John Craigie (ca. 1757 - November 26, 1813) was a businessman and political figure in colonial Quebec and Lower Canada.

==Life==

Born in Scotland circa 1757, he was the third son of John Craigie, of Kilgraston in the Ochil Hills, by his cousin and wife Anne Craigie, daughter of President Craigie. His grandfather, Lawrence, was a Baron of the Exchequer and the brother of Robert Craigie, Lord President of the Court of Session.

Craigie came to Quebec in 1781 as deputy Commissary-General for the British Army there. Craigie was named commissary general in 1784. The following year, he became private secretary to Lieutenant Governor Henry Hope. In 1793, he helped found the Batiscan Iron Work Company. Craigie represented Buckingham in the Legislative Assembly of Lower Canada from 1796 to 1804. In 1801, Craigie was named to the Executive Council. He was dismissed as commissary general in 1808 for misappropriation of funds, but retained his seat on the Executive Council.

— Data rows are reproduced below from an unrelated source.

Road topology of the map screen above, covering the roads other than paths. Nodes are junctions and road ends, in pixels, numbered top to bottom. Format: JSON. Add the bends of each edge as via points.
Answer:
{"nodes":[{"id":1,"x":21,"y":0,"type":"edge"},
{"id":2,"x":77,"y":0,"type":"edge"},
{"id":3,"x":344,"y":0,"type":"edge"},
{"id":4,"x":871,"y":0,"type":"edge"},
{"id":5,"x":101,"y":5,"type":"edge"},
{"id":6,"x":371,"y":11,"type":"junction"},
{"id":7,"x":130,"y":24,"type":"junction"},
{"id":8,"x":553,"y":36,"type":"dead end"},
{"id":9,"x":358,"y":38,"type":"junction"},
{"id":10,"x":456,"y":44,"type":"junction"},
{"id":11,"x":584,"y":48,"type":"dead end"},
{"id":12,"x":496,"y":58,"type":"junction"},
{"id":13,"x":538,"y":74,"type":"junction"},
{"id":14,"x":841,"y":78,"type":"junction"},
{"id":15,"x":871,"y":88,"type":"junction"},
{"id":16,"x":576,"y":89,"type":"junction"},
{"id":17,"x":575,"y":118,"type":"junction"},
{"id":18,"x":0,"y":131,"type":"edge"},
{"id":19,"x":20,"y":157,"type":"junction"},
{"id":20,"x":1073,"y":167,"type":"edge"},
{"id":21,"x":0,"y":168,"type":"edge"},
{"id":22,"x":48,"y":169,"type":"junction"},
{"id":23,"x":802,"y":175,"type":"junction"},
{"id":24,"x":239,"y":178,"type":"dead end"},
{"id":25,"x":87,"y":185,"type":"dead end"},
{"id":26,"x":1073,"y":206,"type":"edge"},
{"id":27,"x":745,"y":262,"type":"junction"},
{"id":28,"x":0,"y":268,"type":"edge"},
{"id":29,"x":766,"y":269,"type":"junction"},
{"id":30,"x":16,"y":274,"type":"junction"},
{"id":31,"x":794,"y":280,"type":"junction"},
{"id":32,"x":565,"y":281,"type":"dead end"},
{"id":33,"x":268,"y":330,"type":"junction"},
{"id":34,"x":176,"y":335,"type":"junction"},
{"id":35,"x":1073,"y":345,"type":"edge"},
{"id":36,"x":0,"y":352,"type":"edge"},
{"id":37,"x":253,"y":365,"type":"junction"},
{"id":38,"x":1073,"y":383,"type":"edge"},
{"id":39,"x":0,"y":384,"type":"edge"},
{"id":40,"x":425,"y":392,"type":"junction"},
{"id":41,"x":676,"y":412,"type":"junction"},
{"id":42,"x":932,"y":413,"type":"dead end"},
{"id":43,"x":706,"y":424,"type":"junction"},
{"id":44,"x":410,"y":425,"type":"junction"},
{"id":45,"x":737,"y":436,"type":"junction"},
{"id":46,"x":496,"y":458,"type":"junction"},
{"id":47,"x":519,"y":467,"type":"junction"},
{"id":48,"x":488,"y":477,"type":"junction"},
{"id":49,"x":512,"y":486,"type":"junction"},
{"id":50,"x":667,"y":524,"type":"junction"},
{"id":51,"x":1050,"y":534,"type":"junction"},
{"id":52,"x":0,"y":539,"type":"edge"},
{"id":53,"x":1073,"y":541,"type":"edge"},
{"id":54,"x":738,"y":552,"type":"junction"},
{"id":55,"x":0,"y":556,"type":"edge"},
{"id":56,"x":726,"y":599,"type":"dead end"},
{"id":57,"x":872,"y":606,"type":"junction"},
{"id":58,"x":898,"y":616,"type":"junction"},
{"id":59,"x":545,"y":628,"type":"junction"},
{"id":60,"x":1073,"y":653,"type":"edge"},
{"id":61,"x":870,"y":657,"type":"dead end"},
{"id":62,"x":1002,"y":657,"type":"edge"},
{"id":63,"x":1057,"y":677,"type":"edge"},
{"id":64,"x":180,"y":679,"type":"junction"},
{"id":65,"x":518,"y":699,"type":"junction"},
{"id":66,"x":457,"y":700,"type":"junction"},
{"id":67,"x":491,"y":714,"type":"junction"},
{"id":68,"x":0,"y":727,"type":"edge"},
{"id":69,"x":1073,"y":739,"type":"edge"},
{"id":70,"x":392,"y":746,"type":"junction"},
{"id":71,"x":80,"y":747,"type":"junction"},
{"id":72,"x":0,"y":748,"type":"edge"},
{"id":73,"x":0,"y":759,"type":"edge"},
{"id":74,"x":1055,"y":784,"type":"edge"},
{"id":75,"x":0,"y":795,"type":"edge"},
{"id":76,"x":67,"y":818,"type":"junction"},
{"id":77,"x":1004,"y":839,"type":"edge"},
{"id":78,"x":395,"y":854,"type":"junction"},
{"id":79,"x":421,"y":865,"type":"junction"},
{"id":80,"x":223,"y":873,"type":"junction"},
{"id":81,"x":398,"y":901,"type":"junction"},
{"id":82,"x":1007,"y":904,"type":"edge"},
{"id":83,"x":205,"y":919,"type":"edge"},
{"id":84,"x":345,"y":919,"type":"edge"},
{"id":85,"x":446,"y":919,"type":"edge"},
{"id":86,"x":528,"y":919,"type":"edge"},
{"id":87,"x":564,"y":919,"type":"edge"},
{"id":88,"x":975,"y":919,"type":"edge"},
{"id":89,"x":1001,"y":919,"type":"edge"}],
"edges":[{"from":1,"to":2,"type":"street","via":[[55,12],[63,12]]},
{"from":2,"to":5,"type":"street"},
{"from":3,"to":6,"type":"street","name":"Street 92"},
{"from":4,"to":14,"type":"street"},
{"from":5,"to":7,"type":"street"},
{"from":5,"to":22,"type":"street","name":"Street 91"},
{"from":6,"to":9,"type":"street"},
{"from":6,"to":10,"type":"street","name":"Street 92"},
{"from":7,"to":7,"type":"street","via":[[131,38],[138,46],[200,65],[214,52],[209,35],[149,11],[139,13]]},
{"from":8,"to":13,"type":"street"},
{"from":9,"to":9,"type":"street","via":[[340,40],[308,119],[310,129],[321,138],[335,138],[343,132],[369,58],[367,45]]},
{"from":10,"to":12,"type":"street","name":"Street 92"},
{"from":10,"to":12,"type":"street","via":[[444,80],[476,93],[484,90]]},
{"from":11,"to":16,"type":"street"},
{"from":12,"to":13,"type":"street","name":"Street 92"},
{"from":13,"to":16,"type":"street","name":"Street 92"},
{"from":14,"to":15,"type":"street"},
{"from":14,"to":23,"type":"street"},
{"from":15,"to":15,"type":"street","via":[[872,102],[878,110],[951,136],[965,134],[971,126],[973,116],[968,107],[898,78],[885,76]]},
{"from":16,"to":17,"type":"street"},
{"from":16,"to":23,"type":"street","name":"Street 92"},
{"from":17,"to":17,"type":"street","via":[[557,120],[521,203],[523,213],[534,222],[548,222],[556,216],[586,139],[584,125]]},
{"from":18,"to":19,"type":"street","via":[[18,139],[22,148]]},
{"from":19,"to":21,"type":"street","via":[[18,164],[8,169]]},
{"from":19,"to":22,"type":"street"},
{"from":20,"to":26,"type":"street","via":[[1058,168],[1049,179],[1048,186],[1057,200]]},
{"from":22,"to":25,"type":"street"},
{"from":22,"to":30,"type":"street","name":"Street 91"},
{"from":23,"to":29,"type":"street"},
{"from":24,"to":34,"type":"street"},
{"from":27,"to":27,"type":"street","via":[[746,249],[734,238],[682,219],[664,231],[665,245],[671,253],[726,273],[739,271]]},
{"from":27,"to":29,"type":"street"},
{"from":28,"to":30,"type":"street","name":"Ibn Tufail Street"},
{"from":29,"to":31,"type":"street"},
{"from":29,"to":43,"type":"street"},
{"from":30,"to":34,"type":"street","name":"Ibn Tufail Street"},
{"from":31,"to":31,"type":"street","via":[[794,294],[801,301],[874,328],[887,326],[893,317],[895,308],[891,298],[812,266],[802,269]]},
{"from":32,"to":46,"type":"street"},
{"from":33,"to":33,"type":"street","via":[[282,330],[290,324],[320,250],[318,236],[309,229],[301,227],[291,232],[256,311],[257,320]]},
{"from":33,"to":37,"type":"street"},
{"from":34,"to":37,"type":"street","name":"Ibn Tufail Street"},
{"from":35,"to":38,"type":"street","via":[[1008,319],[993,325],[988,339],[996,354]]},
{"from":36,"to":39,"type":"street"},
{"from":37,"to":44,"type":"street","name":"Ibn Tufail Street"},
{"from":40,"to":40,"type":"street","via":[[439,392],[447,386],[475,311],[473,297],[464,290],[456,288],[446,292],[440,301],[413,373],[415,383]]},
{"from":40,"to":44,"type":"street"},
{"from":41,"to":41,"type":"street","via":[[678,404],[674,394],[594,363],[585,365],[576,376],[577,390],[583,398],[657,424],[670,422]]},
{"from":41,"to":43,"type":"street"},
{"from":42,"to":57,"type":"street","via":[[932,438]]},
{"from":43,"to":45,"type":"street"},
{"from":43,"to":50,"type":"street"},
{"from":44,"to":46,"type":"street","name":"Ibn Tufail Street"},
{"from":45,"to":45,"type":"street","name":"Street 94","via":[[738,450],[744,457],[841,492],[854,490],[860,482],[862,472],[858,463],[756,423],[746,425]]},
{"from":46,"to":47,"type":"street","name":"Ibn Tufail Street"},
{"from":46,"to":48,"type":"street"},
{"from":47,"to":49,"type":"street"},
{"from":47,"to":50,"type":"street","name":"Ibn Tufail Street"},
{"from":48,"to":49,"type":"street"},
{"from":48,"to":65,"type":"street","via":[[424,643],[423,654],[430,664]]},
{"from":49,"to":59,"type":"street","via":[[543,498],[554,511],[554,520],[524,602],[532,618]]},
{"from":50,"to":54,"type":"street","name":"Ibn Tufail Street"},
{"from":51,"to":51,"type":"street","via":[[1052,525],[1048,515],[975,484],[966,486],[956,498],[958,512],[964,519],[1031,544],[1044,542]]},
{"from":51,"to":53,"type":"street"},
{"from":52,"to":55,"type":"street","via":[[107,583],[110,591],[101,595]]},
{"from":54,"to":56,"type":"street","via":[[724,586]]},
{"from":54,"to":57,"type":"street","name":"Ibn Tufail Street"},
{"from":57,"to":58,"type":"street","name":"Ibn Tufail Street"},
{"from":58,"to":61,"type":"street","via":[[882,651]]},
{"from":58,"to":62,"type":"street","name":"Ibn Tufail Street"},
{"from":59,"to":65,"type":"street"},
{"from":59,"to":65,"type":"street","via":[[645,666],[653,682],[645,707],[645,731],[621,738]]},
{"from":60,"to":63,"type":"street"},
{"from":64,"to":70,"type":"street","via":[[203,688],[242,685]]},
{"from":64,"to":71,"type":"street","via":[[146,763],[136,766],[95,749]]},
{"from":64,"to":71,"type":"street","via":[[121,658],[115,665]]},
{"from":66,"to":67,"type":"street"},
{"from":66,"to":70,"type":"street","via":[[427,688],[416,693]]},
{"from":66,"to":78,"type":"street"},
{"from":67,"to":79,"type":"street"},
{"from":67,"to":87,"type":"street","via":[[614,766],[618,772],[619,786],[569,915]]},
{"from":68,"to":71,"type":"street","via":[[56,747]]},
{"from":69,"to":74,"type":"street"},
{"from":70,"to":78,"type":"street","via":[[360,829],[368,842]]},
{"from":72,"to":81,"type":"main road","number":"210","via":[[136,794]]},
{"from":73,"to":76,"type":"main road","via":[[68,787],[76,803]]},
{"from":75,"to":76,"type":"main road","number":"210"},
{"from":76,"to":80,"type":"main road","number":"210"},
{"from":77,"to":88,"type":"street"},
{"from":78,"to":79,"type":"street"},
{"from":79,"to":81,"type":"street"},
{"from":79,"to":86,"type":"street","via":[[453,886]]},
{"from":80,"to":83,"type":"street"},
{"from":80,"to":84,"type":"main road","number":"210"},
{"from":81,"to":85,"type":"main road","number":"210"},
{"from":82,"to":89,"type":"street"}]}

He died at Quebec City in 1813.

==Family==

In 1792, he had married Susannah, the daughter of John Coffin (1729-1808), and widow of James Grant, Esq. Their eldest son, John Craigie, Esq., advocate, sheriff-substitute of Roxburghshire, became the representative of the Craigies of Kilgraston. His daughter, Susannah, married George Hamilton, and his step-daughter, Isabella, married Benjamin Joseph Frobisher. His second son (born 1800) was Rear Admiral Robert Craigie RN.

His brothers included Lawrence Craigie twice Lord Provost of Glasgow and Robert Craigie, Lord Craigie a Senator of the College of Justice.